Closed jdeligt closed 3 years ago
Hi @jdeligt, this is a highly requested feature! We haven't got that in place in our setup at the moment partly due to the nature of the assignment model (the decision tree rules are difficult to tease apart to give exact SNPs), but it's something we're working on for the next set of releases for pangolin as the next model will make it more feasible to provide this for each lineage.
Thank you for your reply, I know it's hard problem so it's exciting to hear this is being worked on. I'll leave this one open so that are people looking for that data can find it and know the status
Thanks for the update Áine. There are a couple of places where the documentation refers to this sort of file, but I can't find the file. Based on your description above, I take it that those references are outdated... or am I missing something?
https://github.com/cov-lineages/pangolin/releases/tag/v2.0 "pangoLEARN contains information about the top SNPs that are most positively and negatively associated with a given lineage. The lineage recall report is also available in this repository."
https://cov-lineages.org/pangolin_docs/pangolearn.html "We have pulled out informative sites and this information is included in the data release on pangoLEARN. The top SNPs that are most positively and negatively associated with a given lineage are detailed in those files. More details on this release and its practicalities can be found here."
Hi,
as a follow-up to the thread here, I am wondering if there is any plan soon to give the possibility to fetch the list of lineage-defining SNPs. Description of genomes (especially when it comes to non-lineage-defining SNPs) and VOC/VUI investigations would surely benefit from this feature.
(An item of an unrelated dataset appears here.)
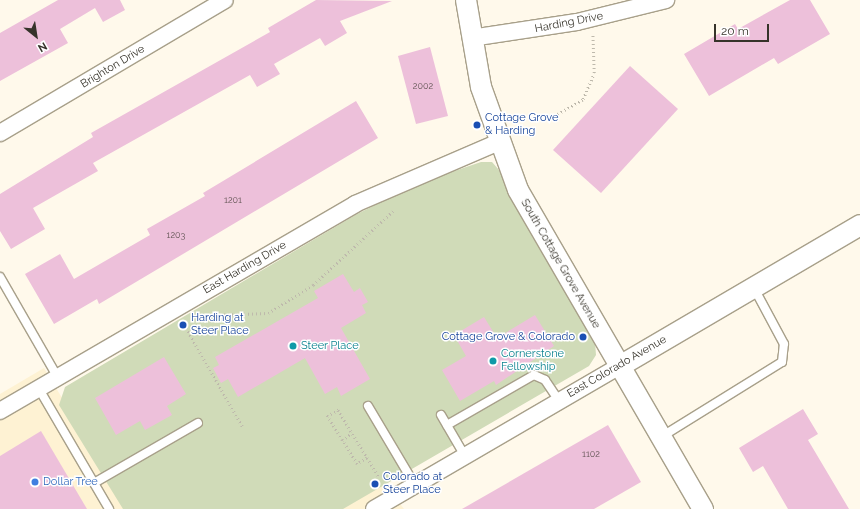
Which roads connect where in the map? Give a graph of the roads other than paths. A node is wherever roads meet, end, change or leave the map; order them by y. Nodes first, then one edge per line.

Thanks for your impressive work!
Hi, the new Scorpio tool is designed for doing just that - https://github.com/cov-lineages/scorpio/
There's a new tool from our group by Rachel and Ben called scorpio that can fetch the defining set of mutations from a set of genomes (either relative to an outgroup or the early haplotype from Wuhan). There's also a small number of constellation files for the VOCs available at https://github.com/cov-lineages/constellations/tree/main/constellations/definitions. This has all just been developed very recently and more documentation will be written up shortly. If you're looking for a resource that can give the mutations for all lineages, outbreak.info is a really great website that has lists of SNPs per lineage.
Hi @rambaut and @aineniamh thanks for your replies and hints! I'll test scorpio as soon as possible, in the meantime outbreak.info will do the job. Are you planning to integrate scorpio in pangolin? :grin:
We are! It's currently integrated on this branch: https://github.com/cov-lineages/pangolin/tree/newscoring
We're planning to merge into the master next week after some more testing and updating of documentation!
Awesome! Thank you!
Are there any plans to have the nucleotide changes available, like asked in the first post? This is still mostly gene based with the AA changes. Also asked in #126.
Hi @cutpatel, that isn't really a pangolin issue- we're not hosting any coordinates on this repo now and the config files for post hoc tests were never intended as as reference, just for internal assignment.
I don't think I can resolve your issue #126 as we're not hosting that information here. Apologies! If it's helpful here's the link to gene coordinates on genbank: https://www.ncbi.nlm.nih.gov/nuccore/1798174254. If you need nucleotide coordinates you should be able to convert them with a relatively simple function.
This issue is now stale and so am closing it:
I was wondering if you have something similar to this: https://github.com/nextstrain/ncov/blob/master/defaults/clades.tsv for pangolin?
I'm basically looking for an overview of the nucleotide changes that 'define' a certain lineage.